Conformal Selective Prediction with General Risk Control

arXiv cs.LG / 3/27/2026

💬 OpinionIdeas & Deep AnalysisModels & Research

Key Points

  • The paper introduces SCoRE (Selective Conformal Risk control with E-values), a framework for selective prediction that lets AI systems abstain when they are uncertain while still enforcing strict error/risk control on the subset of trusted predictions.
  • SCoRE builds generalized non-negative e-values using conformal inference and hypothesis testing concepts, guaranteeing (via data exchangeability) that the e-value–weighted unknown risk has expectation bounded by one.
  • The framework converts these e-values into binary “trust” decisions, providing finite-sample guarantees on risk among the positive (trusted) cases without relying on uniform concentration assumptions.
  • The method is designed to be model-agnostic and supports user-defined bounded continuous risk, with potential extension to distribution-shift scenarios.
  • Experiments via simulations and applications to drug discovery, health risk prediction, and large language models show the approach’s effectiveness for error management where abstention and reliability are critical.

Abstract

In deploying artificial intelligence (AI) models, selective prediction offers the option to abstain from making a prediction when uncertain about model quality.

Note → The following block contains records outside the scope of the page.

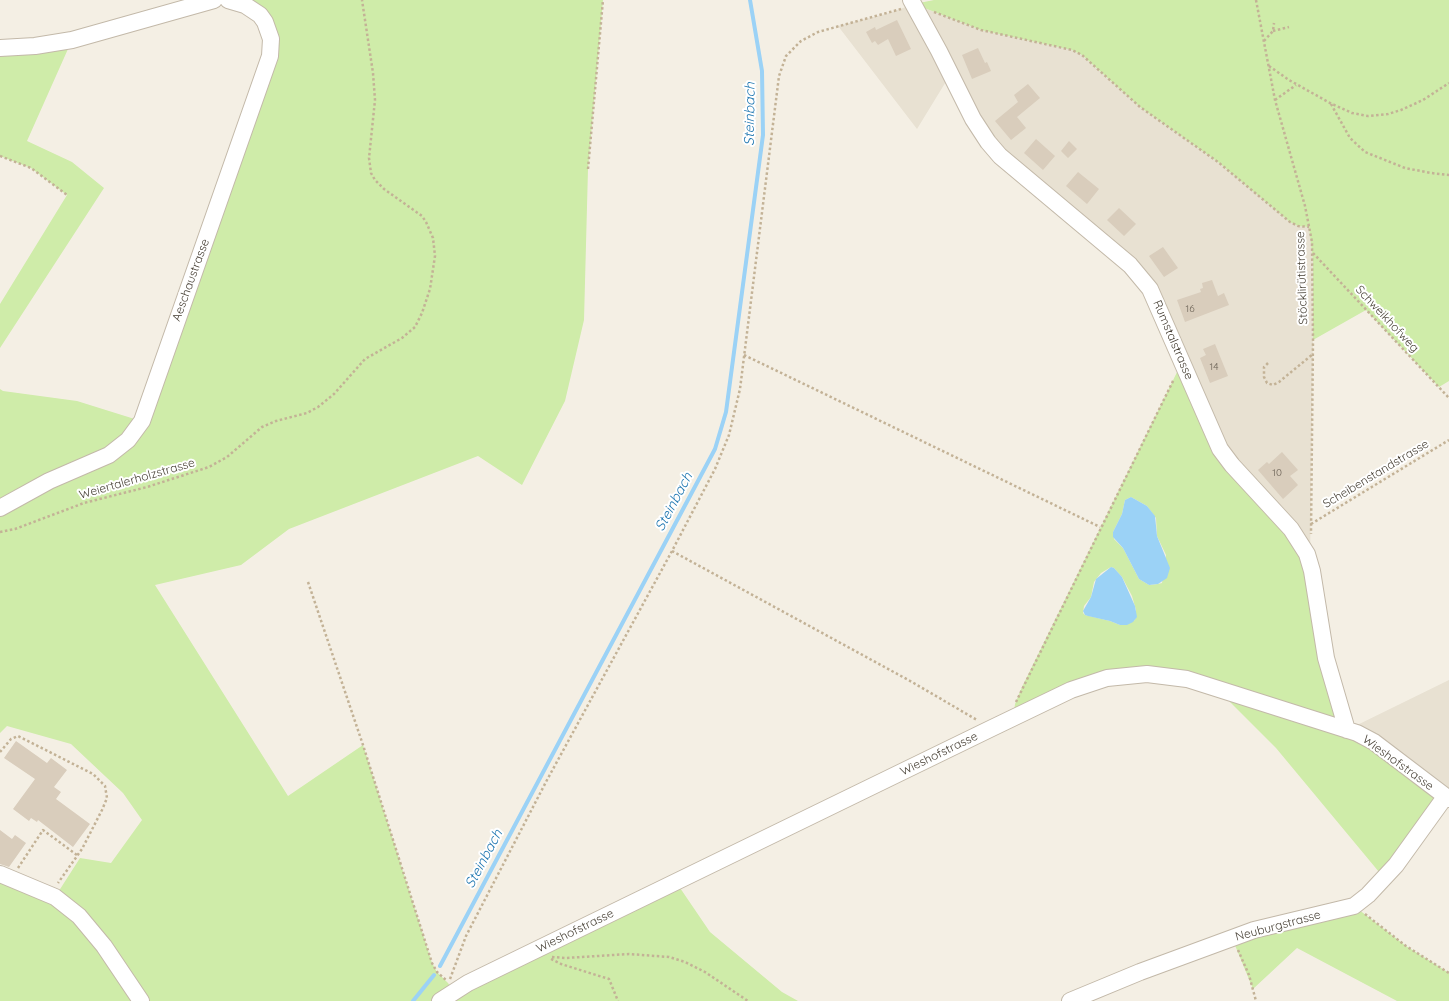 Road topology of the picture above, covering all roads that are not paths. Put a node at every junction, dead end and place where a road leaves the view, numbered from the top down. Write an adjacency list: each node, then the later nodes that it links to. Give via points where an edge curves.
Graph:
1 (214, 0): 4 (street, via 72,40)
2 (228, 0): 5 (street, Aeschaustrasse, via 245,5 260,15 271,39 270,56 142,421 128,440 109,454)
3 (913, 2): 6 (street, Rumstalstrasse, via 988,142 1000,156 1120,256 1138,273 1155,298 1220,449 1304,548 1310,562 1326,658)
4 (0, 48)
5 (0, 508)
6 (1347, 730): 7 (street, Wieshofstrasse, via 1374,742); 10 (street, Wieshofstrasse, via 1187,678 1156,674 1122,675 1094,681 468,983)
7 (1447, 798): 11 (street, Neuburgstrasse, via 1396,865 1354,906 1232,938)
8 (6, 876): 9 (street, via 67,906 91,929)
9 (141, 1001)
10 (440, 1001)
11 (1070, 1001) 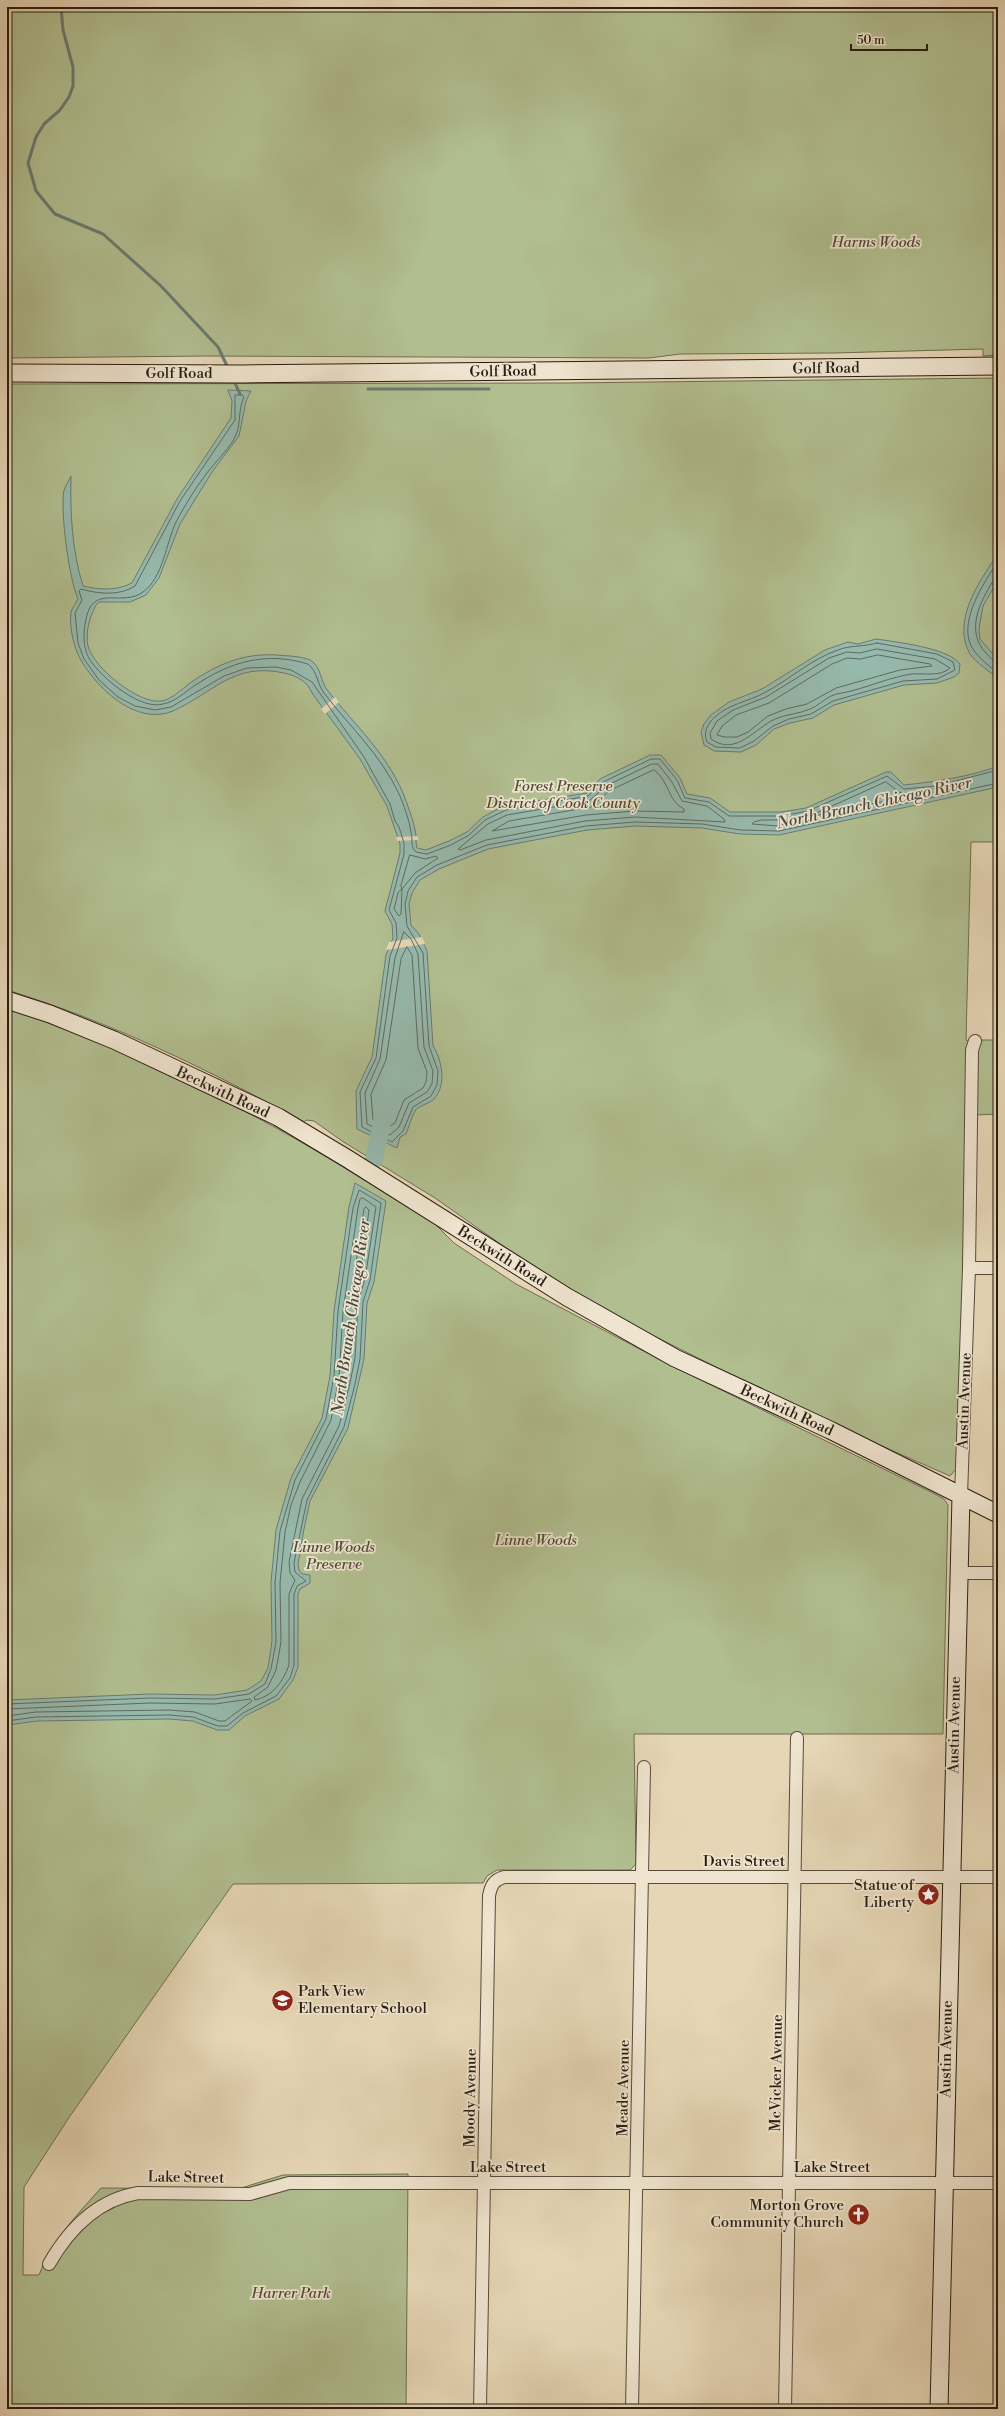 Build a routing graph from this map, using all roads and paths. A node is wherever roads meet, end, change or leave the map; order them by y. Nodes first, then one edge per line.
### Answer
1 (998, 366) edge
2 (7, 373) edge
3 (7, 1000) edge
4 (975, 1041) dead end
5 (969, 1268) junction
6 (998, 1268) edge
7 (961, 1496) junction
8 (998, 1514) edge
9 (958, 1573) junction
10 (998, 1573) edge
11 (797, 1738) dead end
12 (644, 1767) dead end
13 (643, 1877) junction
14 (795, 1877) junction
15 (950, 1877) junction
16 (998, 1877) edge
17 (493, 1883) joint
18 (484, 2183) junction
19 (637, 2183) junction
20 (790, 2183) junction
21 (943, 2183) junction
22 (998, 2183) edge
23 (49, 2264) dead end
24 (480, 2409) edge
25 (632, 2409) edge
26 (785, 2409) edge
27 (939, 2409) edge

1 - 2 street, Golf Road
3 - 7 street, Beckwith Road
4 - 5 street, Austin Avenue
5 - 6 street
5 - 7 street, Austin Avenue
7 - 8 street, Beckwith Road
7 - 9 street, Austin Avenue
9 - 10 street
9 - 15 street, Austin Avenue
11 - 14 street, McVicker Avenue
12 - 13 street, Meade Avenue
13 - 14 street, Davis Street
13 - 17 street, Davis Street
13 - 19 street, Meade Avenue
14 - 15 street, Davis Street
14 - 20 street, McVicker Avenue
15 - 16 street, Davis Street
15 - 21 street, Austin Avenue
17 - 18 street, Moody Avenue
18 - 19 street, Lake Street
18 - 23 street, Lake Street
18 - 24 street, Moody Avenue
19 - 20 street, Lake Street
19 - 25 street, Meade Avenue
20 - 21 street, Lake Street
20 - 26 street, McVicker Avenue
21 - 22 street, Lake Street
21 - 27 street, Austin Avenue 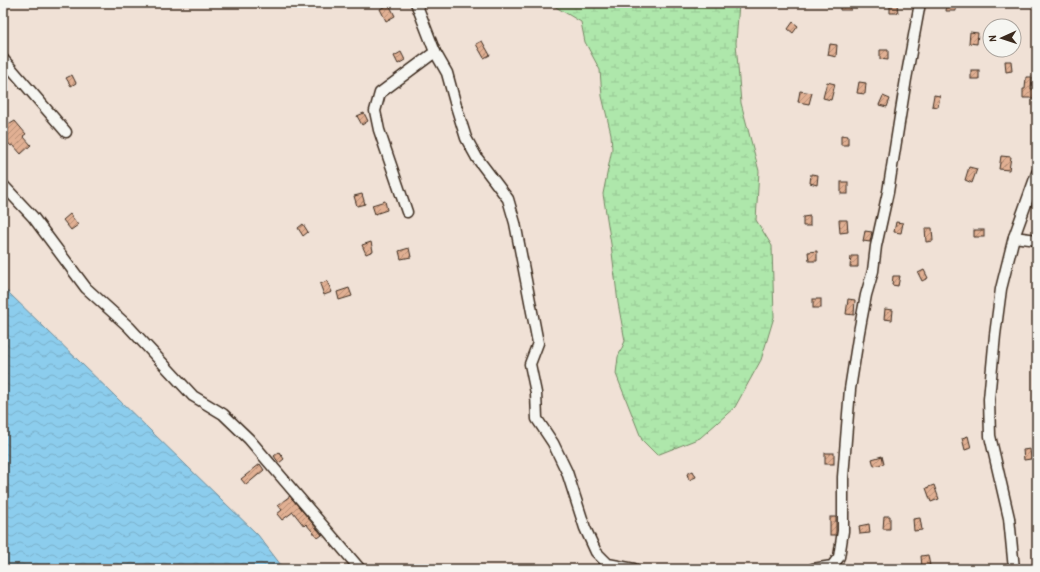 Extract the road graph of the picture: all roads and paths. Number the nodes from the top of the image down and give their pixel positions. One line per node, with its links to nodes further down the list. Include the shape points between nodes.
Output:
1 (416, 3): 3 (street)
2 (920, 3): 14 (street, via 888,192 851,382 843,477 843,531 839,557 832,566)
3 (435, 52): 8 (street, via 380,93 375,111); 11 (street, via 447,74 466,138 477,158 508,199 538,343 530,364 536,393 537,419 553,443 567,472 585,528 596,552)
4 (3, 59): 5 (street)
5 (66, 132)
6 (1037, 173): 9 (street)
7 (3, 185): 12 (street, via 33,217 86,288 129,326 193,396 223,414 249,439)
8 (407, 212)
9 (1014, 237): 10 (street); 15 (street, via 1001,289 989,399 990,436 1009,518)
10 (1037, 240)
11 (607, 566): 13 (street)
12 (360, 569)
13 (634, 569)
14 (813, 569)
15 (1014, 569) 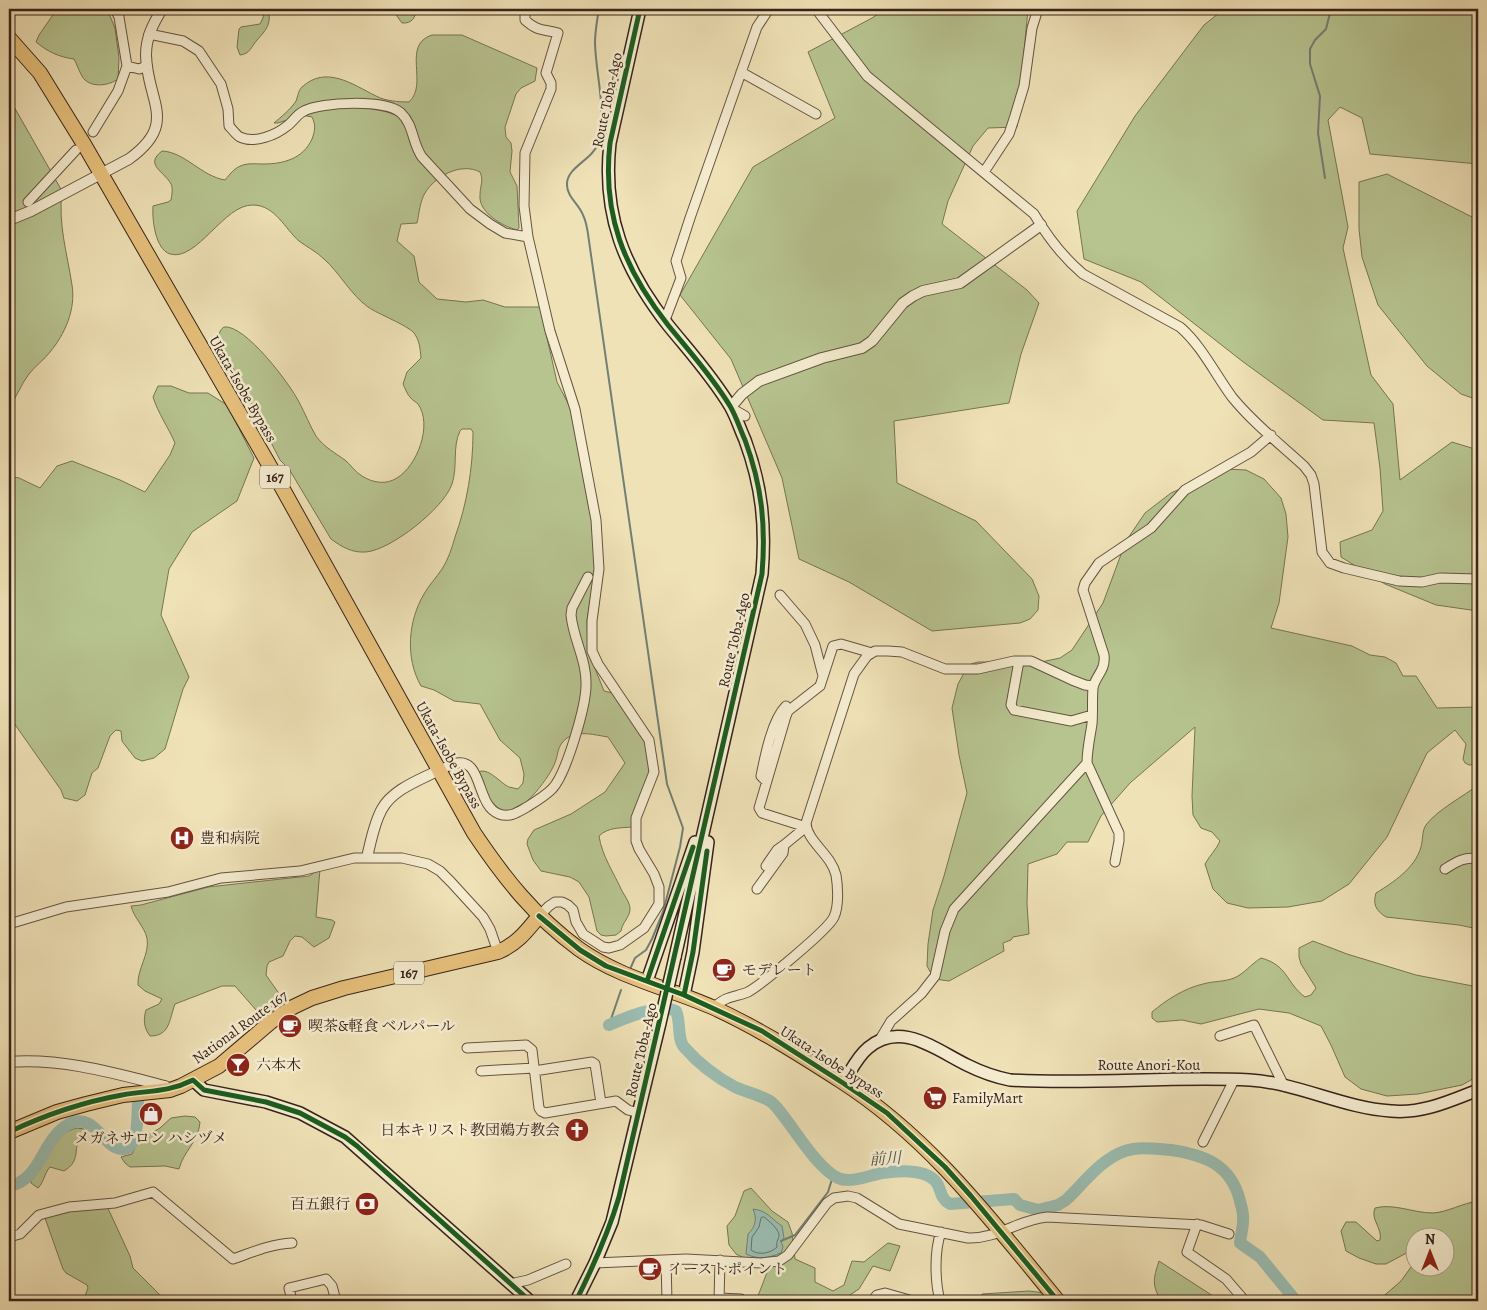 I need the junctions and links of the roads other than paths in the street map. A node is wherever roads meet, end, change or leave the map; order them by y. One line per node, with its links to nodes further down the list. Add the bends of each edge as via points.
1 (115, 9): 10 (street)
2 (162, 9): 8 (street)
3 (526, 9): 21 (street, via 525,20 533,27 558,33 546,73 551,89 525,153 524,206)
4 (640, 9): 22 (main road, Route Toba-Ago, via 610,143 610,206 621,250)
5 (769, 9): 12 (street, via 757,27)
6 (816, 9): 16 (street, via 867,76)
7 (1038, 9): 16 (street, via 1032,28 1024,86 1014,119 1009,134)
8 (149, 34): 11 (street); 21 (street, via 184,41 199,51 221,84 230,126 241,138 271,136 301,112 315,107 375,104 395,109 408,122 422,157 470,209 505,233)
9 (9, 38): 17 (highway, Ukata-Isobe Bypass / 167, via 51,89)
10 (127, 66): 11 (street, via 139,69); 14 (street, via 118,91)
11 (147, 66): 17 (street, via 158,117 156,129 143,149)
12 (741, 72): 13 (street); 22 (street, via 676,261 681,278)
13 (816, 114)
14 (93, 132)
15 (76, 150): 18 (street)
16 (984, 172): 20 (street, via 1034,214)
17 (100, 173): 19 (street); 35 (highway, Ukata-Isobe Bypass / 167)
18 (28, 202)
19 (9, 220)
20 (1041, 225): 23 (street, via 960,283 913,296 862,348 822,358 759,381); 25 (street, via 1071,264 1083,274 1187,333 1246,413)
21 (528, 237): 45 (street, via 550,331 574,409 596,520 599,569 592,621 592,651 649,740 654,772 636,818 636,841 659,886 659,904 644,928 614,947 603,947 583,934 573,910 562,902 555,902)
22 (665, 320): 23 (main road, Route Toba-Ago)
23 (731, 408): 24 (street); 36 (main road, Route Toba-Ago, via 751,459 762,504 764,551 762,574)
24 (745, 416)
25 (1270, 435): 27 (street, via 1310,474 1316,492 1322,552 1330,563 1399,581); 32 (street, via 1251,452 1185,490 1151,528 1099,563 1090,575 1085,583 1084,596 1105,662)
26 (588, 577): 35 (street, via 571,615 586,674 585,696 575,735 553,789 515,814 504,816 491,810 474,771 467,764 454,763)
27 (1478, 579)
28 (780, 595): 31 (street, via 806,624)
29 (872, 653): 30 (street, via 902,652 945,669 978,669); 31 (street, via 837,644 831,649); 37 (street, via 854,674)
30 (1019, 661): 32 (street, via 1031,661); 33 (street, via 1011,705 1014,710 1071,721)
31 (823, 676): 37 (street, via 820,686 788,712 759,804 760,811)
32 (1093, 686): 33 (street)
33 (1092, 715): 34 (street)
34 (1087, 763): 41 (street, via 1119,832); 52 (street, via 954,908 935,976 921,994 891,1021)
35 (439, 770): 39 (street, via 387,801 378,816); 45 (highway, Ukata-Isobe Bypass / 167, via 494,863)
36 (714, 786): 48 (main road); 49 (main road, via 694,952); 64 (main road, Route Toba-Ago, bridge)
37 (806, 827): 38 (street); 50 (street, via 833,866 837,884 833,918 814,939 763,980)
38 (784, 845): 43 (street); 44 (street, via 783,853)
39 (367, 857): 46 (street, via 344,859 314,869 222,878 168,892 66,907); 47 (street, via 416,860 440,871 483,917)
40 (1478, 859): 42 (street, via 1463,859)
41 (1115, 862)
42 (1445, 869)
43 (762, 872)
44 (756, 889)
45 (539, 916): 47 (highway, National Route 167 / 167, via 511,947); 48 (highway, Ukata-Isobe Bypass, via 580,950 606,966)
46 (9, 924)
47 (498, 952): 57 (highway, National Route 167 / 167, via 312,998 268,1024 220,1066)
48 (647, 981): 49 (highway, Ukata-Isobe Bypass)
49 (684, 995): 50 (highway, Ukata-Isobe Bypass)
50 (714, 1008): 59 (highway, Ukata-Isobe Bypass, via 762,1031)
51 (1220, 1036): 60 (street, via 1254,1025)
52 (879, 1041): 58 (main road, Route Anori-Kou, via 897,1036 915,1038 983,1072 1010,1080); 59 (main road, Route Anori-Kou, via 862,1053)
53 (467, 1048): 56 (street, via 526,1045 532,1050)
54 (9, 1062): 61 (street, via 53,1061 93,1068)
55 (481, 1070): 56 (street)
56 (534, 1070): 63 (street, via 592,1062 595,1064); 63 (street, via 539,1108 545,1113)
57 (193, 1080): 61 (highway, National Route 167 / 167); 77 (main road, via 204,1090 248,1097 300,1112 345,1137)
58 (1234, 1080): 60 (main road, Route Anori-Kou); 66 (street)
59 (843, 1082): 69 (highway, Ukata-Isobe Bypass, via 908,1132 945,1167)
60 (1284, 1086): 62 (main road, Route Anori-Kou, via 1391,1112 1428,1108)
61 (170, 1090): 65 (highway, National Route 167 / 167, via 123,1095 86,1104)
62 (1478, 1090)
63 (601, 1103): 64 (street, via 616,1101)
64 (639, 1113): 75 (main road, Route Toba-Ago, via 617,1206)
65 (9, 1132)
66 (1203, 1142)
67 (1196, 1224): 69 (street, via 1047,1217 1016,1224); 70 (street); 89 (street, via 1187,1252 1226,1279)
68 (941, 1232): 69 (street, via 968,1238); 74 (street, via 899,1224 857,1198 840,1196 827,1203 793,1250 779,1262); 87 (street, via 937,1285)
69 (1002, 1232): 88 (highway, Ukata-Isobe Bypass)
70 (1229, 1234)
71 (9, 1238): 72 (street, via 20,1234 39,1215 114,1203 153,1192 233,1259 278,1244)
72 (292, 1243)
73 (666, 1260): 74 (street); 75 (street); 84 (street)
74 (720, 1260): 79 (street)
75 (595, 1263): 83 (main road, Route Toba-Ago)
76 (566, 1264): 77 (street)
77 (510, 1284): 82 (main road)
78 (741, 1299): 79 (street)
79 (719, 1300)
80 (292, 1301): 81 (street, via 289,1288 326,1280 332,1286)
81 (336, 1301)
82 (530, 1301)
83 (576, 1301)
84 (667, 1301)
85 (872, 1301): 86 (street, via 885,1293)
86 (913, 1301)
87 (940, 1301)
88 (1058, 1301)
89 (1245, 1301)
90 (1453, 1301): 91 (street)
91 (1461, 1301)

To fulfill its promise, it is crucial to enforce strict and precise error control over cases where the model is trusted. We propose Selective Conformal Risk control with E-values (SCoRE), a new framework for deriving such decisions for any trained model and any user-defined, bounded and continuously-valued risk. SCoRE offers two types of guarantees on the risk among ``positive'' cases in which the system opts to trust the model. Built upon conformal inference and hypothesis testing ideas, SCoRE first constructs a class of (generalized) e-values, which are non-negative random variables whose product with the unknown risk has expectation no greater than one. Such a property is ensured by data exchangeability without requiring any modeling assumptions. Passing these e-values on to hypothesis testing procedures, we yield the binary trust decisions with finite-sample error control. SCoRE avoids the need of uniform concentration, and can be readily extended to settings with distribution shifts. We evaluate the proposed methods with simulations and demonstrate their efficacy through applications to error management in drug discovery, health risk prediction, and large language models.